Newborn screening for Cerebrotendinous Xanthomatosis: A retrospective biomarker study using both flow-injection and UPLC-MS/MS analysis in 20,000 newborns

Background and aims: Cerebrotendinous Xanthomatosis (CTX) is a treatable disorder of bile acid synthesis caused by deficiency of 27-sterol hydroxylase -encoded by CYP27A1- leading to gastrointestinal and progressive neuropsychiatric symptoms. Biochemically, CTX is characterized by accumulation of the bile alcohol cholestanetetrol glucuronide (GlcA-tetrol) and the deficiency of tauro-chenodeoxycholic acid (t-CDCA) and tauro-trihydroxycholestanoic acid (t-THCA). Materials and Methods: To ascertain the feasibility of CTX newborn screening (NBS) we performed a study with deidentified Dutch dried blood spots using reagents and equipment that is frequently used in NBS laboratories. 20,076 deidentified newborn blood spots were subjected to flow-injection (FIA)-MS/MS and UPLC-MS/MS analysis to determine the concentration of GlcA-tetrol and calculate the GlcA-tetrol/t-CDCA and t-THCA/GlcA-tetrol ratios.
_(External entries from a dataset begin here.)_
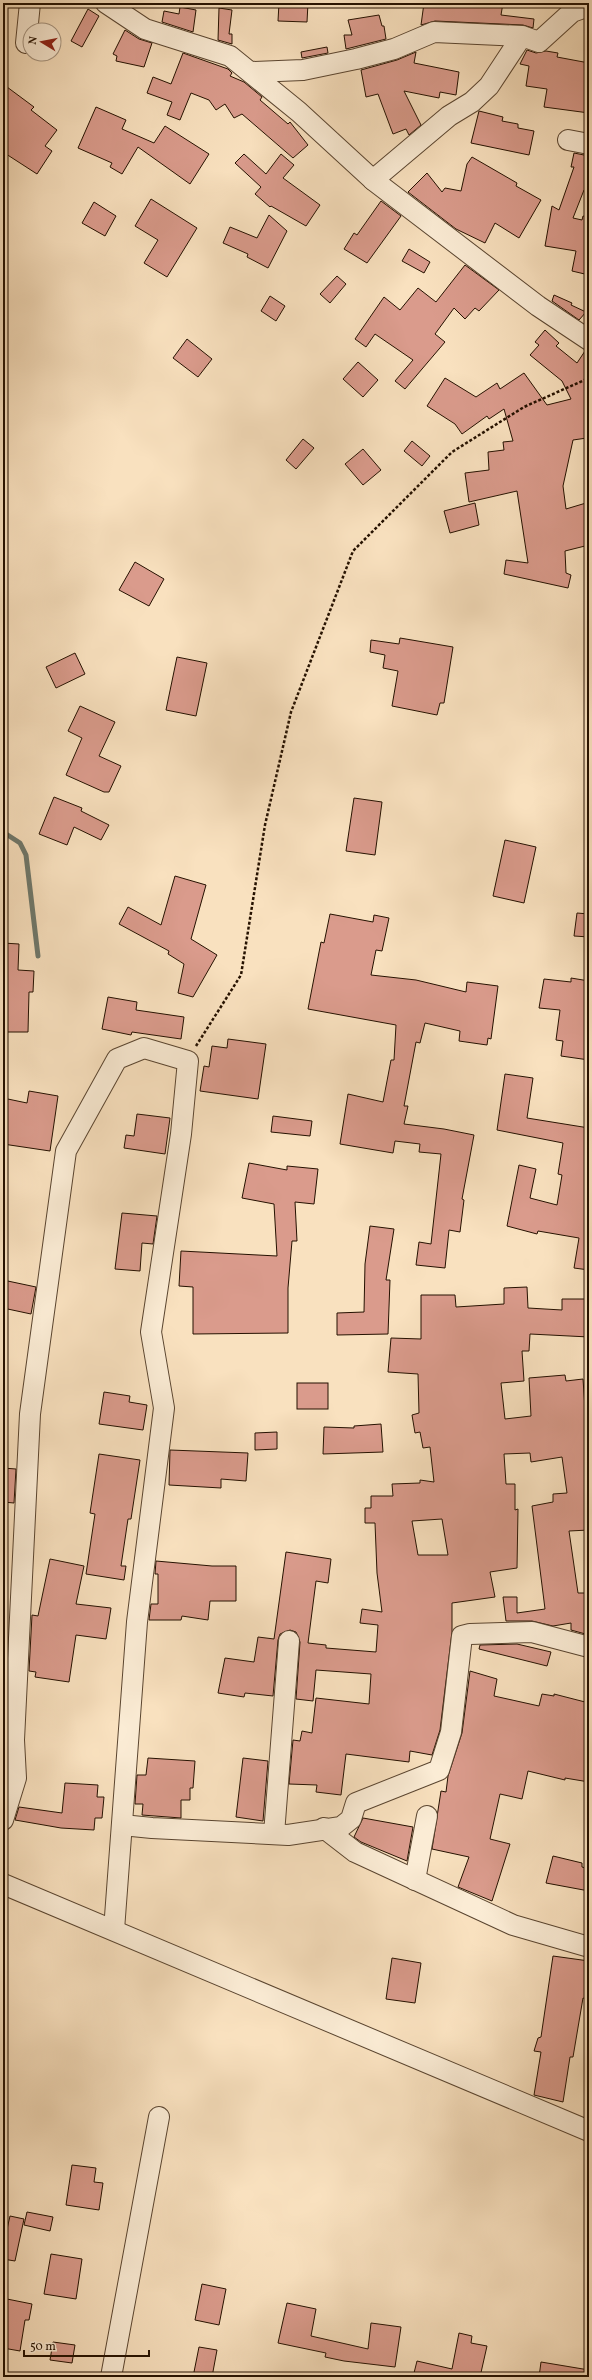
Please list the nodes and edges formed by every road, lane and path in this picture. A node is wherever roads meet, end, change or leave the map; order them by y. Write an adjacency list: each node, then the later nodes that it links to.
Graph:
1 (30, 3): 4 (street)
2 (106, 3): 6 (street)
3 (589, 6): 5 (street)
4 (28, 22)
5 (522, 36): 6 (street); 9 (street)
6 (251, 72): 9 (street)
7 (568, 140): 8 (street)
8 (589, 144)
9 (373, 180): 10 (street)
10 (589, 340)
11 (589, 378): 12 (path)
12 (188, 1061): 16 (street); 17 (street)
13 (289, 1641): 19 (street)
14 (589, 1647): 18 (street)
15 (427, 1816): 20 (street)
16 (3, 1820)
17 (122, 1825): 19 (street); 22 (street)
18 (324, 1828): 19 (street); 20 (street)
19 (274, 1834)
20 (415, 1880): 23 (street)
21 (3, 1884): 22 (street)
22 (114, 1930): 25 (street)
23 (589, 1947)
24 (159, 2117): 26 (street)
25 (589, 2131)
26 (111, 2377)

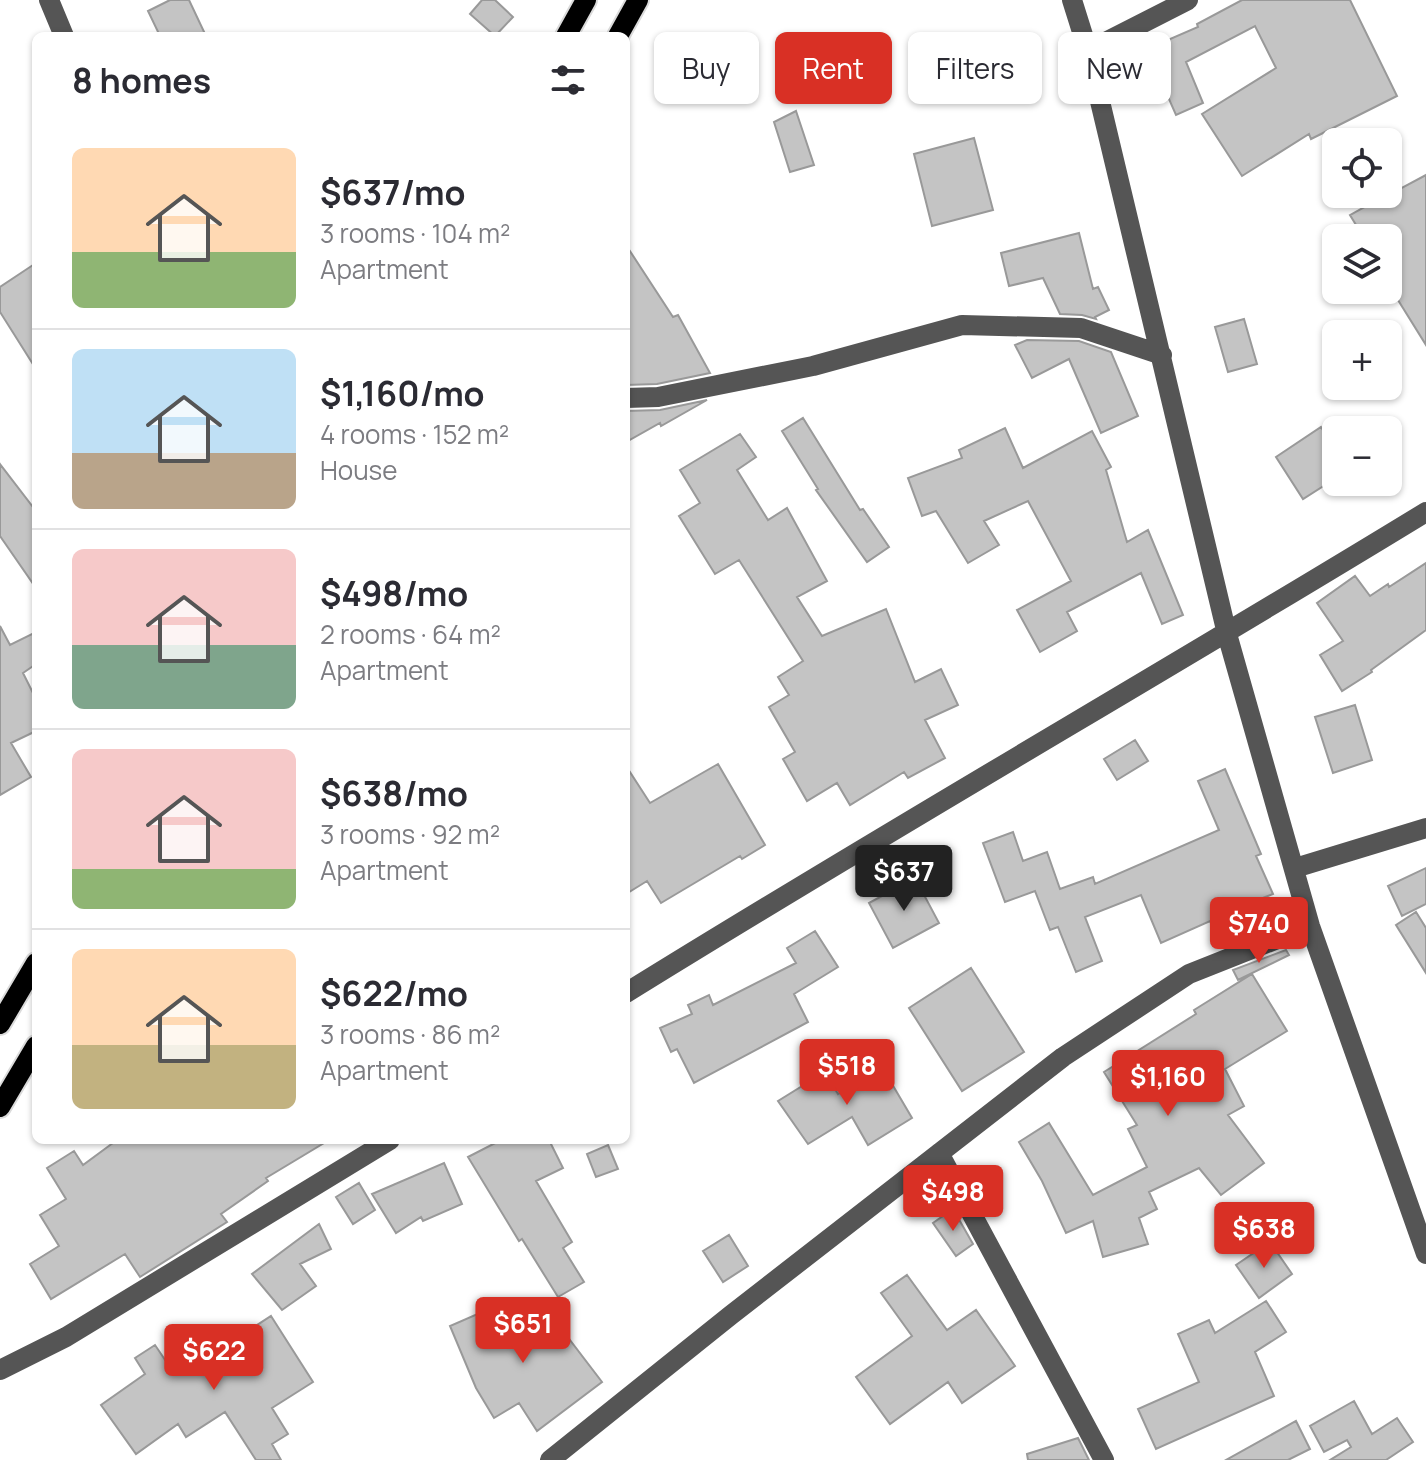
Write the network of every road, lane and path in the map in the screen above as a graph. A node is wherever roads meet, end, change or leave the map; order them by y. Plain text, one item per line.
1 (49, 0) edge
2 (586, 0) edge
3 (638, 0) edge
4 (1072, 0) edge
5 (1188, 0) edge
6 (62, 32) edge
7 (568, 32) edge
8 (620, 32) edge
9 (1082, 32) edge
10 (1125, 32) edge
11 (1101, 104) edge
12 (1162, 355) junction
13 (630, 398) edge
14 (1426, 512) edge
15 (1227, 634) junction
16 (1426, 828) edge
17 (1295, 868) junction
18 (1310, 926) junction
19 (32, 970) edge
20 (630, 991) edge
21 (0, 1024) edge
22 (32, 1053) edge
23 (0, 1107) edge
24 (383, 1144) edge
25 (939, 1153) junction
26 (1426, 1254) edge
27 (0, 1370) edge
28 (550, 1460) edge
29 (1104, 1460) edge

1 - 6 street
2 - 7 main road
3 - 8 main road
4 - 9 street
5 - 10 street
11 - 12 street
12 - 13 street
12 - 15 street
14 - 15 street
15 - 17 street
15 - 20 street
16 - 17 street
17 - 18 street
18 - 25 street
18 - 26 street
19 - 21 main road
22 - 23 main road
24 - 27 street
25 - 28 street
25 - 29 street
Results: Using UPLC-MS/MS analysis both GlcA-tetrol concentration and/or metabolite ratios GlcA-tetrol/t-CDCA proved to be informative biomarkers; newborn DBS results did not overlap with those of the CTX patients. For FIA-MS/MS, GlcA-tetrol also was an excellent marker but when using the combination of the GlcA-tetrol/t-CDCA and t-THCA/GlcA-tetrol ratios also did not yield any screen positives. Conclusion: Newborn screening for CTX using only metabolite ratios following the measurement of three CTX biomarkers is possible using either FIA-MS/MS or UPLC-MS/MS, which paves the way for introduction of CTX NBS.